Miracle Creek(92)
“What? No. I’m glad you told me.” Elizabeth touched her arm. “I wish more moms would talk like this. We need to tell each other the ugly stuff, the stuff we’re ashamed of.”
Teresa shook her head. “I can’t imagine what my CP support group would do if they heard this. Kick me out, probably. Other moms just don’t think things like this.”
“Are you kidding?” Elizabeth looked at her. “Come here.” She scooted all the way next to the hatch and intercom, as far away from the kids as possible. She said in a hushed voice, “Remember what Kitt said about TJ and fever?”
Teresa nodded. Kitt had been talking about the phenomenon of some kids’ autism symptoms lessening with high fever, and how TJ stops head banging and even says one-syllable words when he gets sick and how heartbreaking it is when his fever breaks and he reverts. (“It’s wonderful and terrible, seeing this glimpse of who he could be for just a day.”)

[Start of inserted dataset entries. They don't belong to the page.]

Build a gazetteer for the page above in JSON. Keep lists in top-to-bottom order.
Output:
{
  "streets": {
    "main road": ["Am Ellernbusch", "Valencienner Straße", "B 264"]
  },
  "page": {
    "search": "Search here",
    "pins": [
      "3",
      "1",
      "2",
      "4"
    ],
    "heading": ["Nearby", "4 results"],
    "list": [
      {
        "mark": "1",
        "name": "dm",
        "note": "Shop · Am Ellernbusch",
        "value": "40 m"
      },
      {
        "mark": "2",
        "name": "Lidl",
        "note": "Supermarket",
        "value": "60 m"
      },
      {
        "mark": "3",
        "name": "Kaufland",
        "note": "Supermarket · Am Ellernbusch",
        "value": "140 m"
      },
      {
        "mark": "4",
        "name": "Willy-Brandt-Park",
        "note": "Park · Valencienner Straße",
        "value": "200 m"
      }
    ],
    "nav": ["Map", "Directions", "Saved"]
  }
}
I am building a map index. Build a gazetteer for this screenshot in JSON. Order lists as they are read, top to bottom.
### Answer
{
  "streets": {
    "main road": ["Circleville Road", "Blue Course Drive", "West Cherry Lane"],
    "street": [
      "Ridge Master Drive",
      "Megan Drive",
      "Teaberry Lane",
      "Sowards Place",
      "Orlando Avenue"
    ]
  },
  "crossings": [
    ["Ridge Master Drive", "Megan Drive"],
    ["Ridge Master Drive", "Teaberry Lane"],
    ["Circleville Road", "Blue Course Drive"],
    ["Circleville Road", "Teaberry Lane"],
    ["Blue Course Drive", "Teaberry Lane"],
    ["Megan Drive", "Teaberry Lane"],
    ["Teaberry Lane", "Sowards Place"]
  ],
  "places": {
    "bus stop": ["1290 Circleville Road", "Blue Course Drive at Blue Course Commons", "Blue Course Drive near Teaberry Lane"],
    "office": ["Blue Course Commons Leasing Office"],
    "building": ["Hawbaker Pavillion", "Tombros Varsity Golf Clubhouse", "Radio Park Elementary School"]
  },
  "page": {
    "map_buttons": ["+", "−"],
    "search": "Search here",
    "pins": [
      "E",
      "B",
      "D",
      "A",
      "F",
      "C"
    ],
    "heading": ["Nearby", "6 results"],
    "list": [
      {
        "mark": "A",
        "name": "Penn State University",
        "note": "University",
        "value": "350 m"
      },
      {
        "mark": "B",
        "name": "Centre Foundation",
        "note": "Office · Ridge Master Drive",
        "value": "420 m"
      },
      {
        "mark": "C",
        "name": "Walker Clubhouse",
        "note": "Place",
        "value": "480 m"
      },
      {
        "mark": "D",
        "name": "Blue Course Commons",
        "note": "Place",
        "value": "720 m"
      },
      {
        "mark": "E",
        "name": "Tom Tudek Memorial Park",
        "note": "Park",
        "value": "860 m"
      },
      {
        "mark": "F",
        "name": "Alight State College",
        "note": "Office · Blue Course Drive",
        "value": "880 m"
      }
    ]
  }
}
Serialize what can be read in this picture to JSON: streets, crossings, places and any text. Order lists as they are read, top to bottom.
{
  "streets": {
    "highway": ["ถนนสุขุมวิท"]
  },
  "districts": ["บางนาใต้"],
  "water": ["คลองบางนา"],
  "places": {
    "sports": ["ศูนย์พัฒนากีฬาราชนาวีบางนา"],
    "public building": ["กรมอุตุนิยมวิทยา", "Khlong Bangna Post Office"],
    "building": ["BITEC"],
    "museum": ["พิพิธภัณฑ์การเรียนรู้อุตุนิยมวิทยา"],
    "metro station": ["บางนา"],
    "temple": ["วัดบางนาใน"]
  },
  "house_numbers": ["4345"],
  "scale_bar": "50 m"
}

Elizabeth continued. “Henry’s the opposite. When he’s sick, he gets completely spacey. Last time, he couldn’t get his words out, even started rocking, which he hadn’t done in a year. I was so scared it was permanent. I freaked out and yelled at him, thinking maybe I could snap him out of it. I even…” Elizabeth looked down and shook her head, as if telling herself no. “Anyway, I had this moment where I thought, why did I have him? If he hadn’t been born, my life would be so much better. I’d be a partner by now, and Victor and I’d still be married, taking vacations around the world. I stopped researching regressions and started looking up islands in Fiji.”
Teresa said, “That’s nothing. It’s like fantasizing about an actor.”
Elizabeth shook her head. “Since then, when I’m really frustrated, sometimes I wish he didn’t exist. I once even fantasized about him dying. In some painless way, maybe in his sleep. What would life be like? Would it really be that bad?”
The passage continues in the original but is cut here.